[Collected data]
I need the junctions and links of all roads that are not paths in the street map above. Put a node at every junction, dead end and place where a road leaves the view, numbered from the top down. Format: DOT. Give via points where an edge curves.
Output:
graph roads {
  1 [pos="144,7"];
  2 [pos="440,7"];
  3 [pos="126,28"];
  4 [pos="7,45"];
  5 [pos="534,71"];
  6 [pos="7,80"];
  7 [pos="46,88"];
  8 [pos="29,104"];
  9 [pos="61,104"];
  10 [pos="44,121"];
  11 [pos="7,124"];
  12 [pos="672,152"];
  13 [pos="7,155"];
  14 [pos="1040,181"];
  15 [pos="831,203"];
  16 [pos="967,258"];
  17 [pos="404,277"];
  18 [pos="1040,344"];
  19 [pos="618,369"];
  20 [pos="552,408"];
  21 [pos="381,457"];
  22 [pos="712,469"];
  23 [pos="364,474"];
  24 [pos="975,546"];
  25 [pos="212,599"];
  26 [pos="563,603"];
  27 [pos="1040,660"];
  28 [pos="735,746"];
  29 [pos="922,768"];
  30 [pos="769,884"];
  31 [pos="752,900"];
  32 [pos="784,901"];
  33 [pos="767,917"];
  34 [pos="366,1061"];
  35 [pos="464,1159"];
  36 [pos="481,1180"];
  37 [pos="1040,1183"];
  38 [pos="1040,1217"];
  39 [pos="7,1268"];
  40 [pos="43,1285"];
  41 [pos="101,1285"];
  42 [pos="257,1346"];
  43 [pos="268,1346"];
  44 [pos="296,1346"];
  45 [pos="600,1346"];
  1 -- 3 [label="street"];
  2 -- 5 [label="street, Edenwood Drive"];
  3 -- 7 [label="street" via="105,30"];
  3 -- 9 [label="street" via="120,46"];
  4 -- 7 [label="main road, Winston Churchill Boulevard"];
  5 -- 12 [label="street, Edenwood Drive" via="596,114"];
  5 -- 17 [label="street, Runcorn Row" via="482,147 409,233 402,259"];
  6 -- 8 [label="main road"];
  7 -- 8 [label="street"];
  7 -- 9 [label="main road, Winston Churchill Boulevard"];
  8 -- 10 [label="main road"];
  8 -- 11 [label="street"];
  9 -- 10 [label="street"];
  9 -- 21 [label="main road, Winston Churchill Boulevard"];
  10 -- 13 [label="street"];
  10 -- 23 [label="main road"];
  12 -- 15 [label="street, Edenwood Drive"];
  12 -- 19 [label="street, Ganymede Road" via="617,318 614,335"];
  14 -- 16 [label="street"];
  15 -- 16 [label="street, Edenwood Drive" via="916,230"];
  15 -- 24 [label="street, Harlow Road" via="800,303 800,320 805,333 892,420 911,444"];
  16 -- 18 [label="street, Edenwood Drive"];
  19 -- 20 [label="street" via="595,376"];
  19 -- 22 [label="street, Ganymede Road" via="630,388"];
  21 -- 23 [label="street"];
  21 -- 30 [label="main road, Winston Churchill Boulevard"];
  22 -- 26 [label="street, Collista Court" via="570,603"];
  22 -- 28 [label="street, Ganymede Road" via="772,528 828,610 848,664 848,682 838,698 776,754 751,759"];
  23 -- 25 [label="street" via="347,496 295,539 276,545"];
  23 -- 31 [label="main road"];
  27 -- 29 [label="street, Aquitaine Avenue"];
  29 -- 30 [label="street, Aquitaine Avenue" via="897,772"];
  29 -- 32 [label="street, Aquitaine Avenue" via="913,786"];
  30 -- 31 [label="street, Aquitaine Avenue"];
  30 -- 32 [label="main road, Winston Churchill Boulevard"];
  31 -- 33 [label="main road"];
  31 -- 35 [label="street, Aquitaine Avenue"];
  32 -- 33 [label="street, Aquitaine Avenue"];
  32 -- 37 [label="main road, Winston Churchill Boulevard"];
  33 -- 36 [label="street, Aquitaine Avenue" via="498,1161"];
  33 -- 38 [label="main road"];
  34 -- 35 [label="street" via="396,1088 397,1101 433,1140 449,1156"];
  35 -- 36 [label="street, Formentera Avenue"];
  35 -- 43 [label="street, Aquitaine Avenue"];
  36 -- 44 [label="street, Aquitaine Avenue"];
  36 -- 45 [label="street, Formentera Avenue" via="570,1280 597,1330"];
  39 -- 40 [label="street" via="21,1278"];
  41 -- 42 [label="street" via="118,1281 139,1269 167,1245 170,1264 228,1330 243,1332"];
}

▸ AIM OF THE EXERCISE
From the data above, copy out every line with the string "Churchill" in it.

▸ RESPONSE AREA
  4 -- 7 [label="main road, Winston Churchill Boulevard"];
  7 -- 9 [label="main road, Winston Churchill Boulevard"];
  9 -- 21 [label="main road, Winston Churchill Boulevard"];
  21 -- 30 [label="main road, Winston Churchill Boulevard"];
  30 -- 32 [label="main road, Winston Churchill Boulevard"];
  32 -- 37 [label="main road, Winston Churchill Boulevard"];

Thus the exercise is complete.